Figure 4.

A, BdRap-1 binds to a neuraminidase, trypsin and chymotrypsin-resistant RBC receptor. ³⁵S-labelled proteins derived from parasite culture supernatants were mixed with untreated RBCs treated (WT lane), or with RBCs treated with 0.1 U/mL of Neuraminidase (N), 0.1 mg/mL trypsin (T1), 1 mg/mL trypsin (T2), and 1 mg/mL. Separated cells were then lysed and the soluble fraction was immuno-precipitated with anti-rBdRAP-1 antibodies and separated on SDS-PAGE gel.

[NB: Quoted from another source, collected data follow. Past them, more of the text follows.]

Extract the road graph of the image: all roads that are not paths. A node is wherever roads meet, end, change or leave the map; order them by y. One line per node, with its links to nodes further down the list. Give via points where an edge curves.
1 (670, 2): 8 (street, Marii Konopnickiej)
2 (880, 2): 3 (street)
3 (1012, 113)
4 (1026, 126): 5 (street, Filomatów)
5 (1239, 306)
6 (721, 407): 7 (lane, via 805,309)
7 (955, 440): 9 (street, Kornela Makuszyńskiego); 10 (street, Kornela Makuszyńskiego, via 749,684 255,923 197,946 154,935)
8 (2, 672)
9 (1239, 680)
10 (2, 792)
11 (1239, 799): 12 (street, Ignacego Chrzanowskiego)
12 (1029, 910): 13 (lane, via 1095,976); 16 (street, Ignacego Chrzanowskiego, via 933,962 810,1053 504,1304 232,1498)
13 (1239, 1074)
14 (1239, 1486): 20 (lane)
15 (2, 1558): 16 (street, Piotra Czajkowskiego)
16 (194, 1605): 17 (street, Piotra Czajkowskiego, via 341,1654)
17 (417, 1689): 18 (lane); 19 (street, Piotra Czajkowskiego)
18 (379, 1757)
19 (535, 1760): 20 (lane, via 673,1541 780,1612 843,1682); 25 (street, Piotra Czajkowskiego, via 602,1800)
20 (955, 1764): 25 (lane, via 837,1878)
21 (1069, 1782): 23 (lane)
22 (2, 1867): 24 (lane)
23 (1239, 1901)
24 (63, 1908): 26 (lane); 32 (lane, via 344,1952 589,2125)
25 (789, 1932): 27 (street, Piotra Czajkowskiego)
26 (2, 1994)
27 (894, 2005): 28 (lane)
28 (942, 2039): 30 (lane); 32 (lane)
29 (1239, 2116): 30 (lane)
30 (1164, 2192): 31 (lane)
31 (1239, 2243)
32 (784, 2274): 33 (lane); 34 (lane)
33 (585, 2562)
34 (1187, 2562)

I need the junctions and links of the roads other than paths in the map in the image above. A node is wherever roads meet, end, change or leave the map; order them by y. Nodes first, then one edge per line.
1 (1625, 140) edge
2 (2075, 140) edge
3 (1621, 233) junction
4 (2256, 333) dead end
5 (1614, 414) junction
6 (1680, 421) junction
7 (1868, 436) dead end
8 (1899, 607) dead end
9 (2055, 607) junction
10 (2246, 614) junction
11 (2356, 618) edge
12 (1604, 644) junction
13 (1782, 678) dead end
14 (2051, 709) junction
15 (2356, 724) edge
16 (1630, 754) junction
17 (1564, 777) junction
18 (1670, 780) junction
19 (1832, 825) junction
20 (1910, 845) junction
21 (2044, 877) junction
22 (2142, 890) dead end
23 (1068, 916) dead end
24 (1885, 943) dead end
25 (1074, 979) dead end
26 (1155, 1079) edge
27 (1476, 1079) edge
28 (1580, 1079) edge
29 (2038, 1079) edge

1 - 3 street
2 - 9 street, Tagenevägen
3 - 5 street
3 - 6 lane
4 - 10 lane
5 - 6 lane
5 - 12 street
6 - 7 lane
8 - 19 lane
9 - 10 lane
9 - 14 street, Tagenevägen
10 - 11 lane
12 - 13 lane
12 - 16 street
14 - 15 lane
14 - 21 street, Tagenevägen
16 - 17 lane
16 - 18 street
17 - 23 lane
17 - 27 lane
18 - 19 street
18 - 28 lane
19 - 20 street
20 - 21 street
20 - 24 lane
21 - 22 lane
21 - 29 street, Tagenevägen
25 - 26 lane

BdRAP-1 appears to be an adhesin that participates in invasion by binding to the RBC surface, as indicated by the presence of a band at the expected size of ∼46 kDa. However, none of the enzyme treatments inhibited or decreased BdRAP-1 binding, as shown the presence of the ∼46 kDa band in all lanes representing treated cells, thus, the binding profile of native BdRAP-1 to the RBC suggests the participation of a novel red cell receptor in merozoite invasion. B, BdRAP-1 binds to a non-proteinacious receptor. Binding profile of BdRAP-1 to untreated RBCs treated (WT lane), or with RBCs treated with 0.5 mg/mL of Proteinase K (PK) or 0.5 mg/mL Papain (P).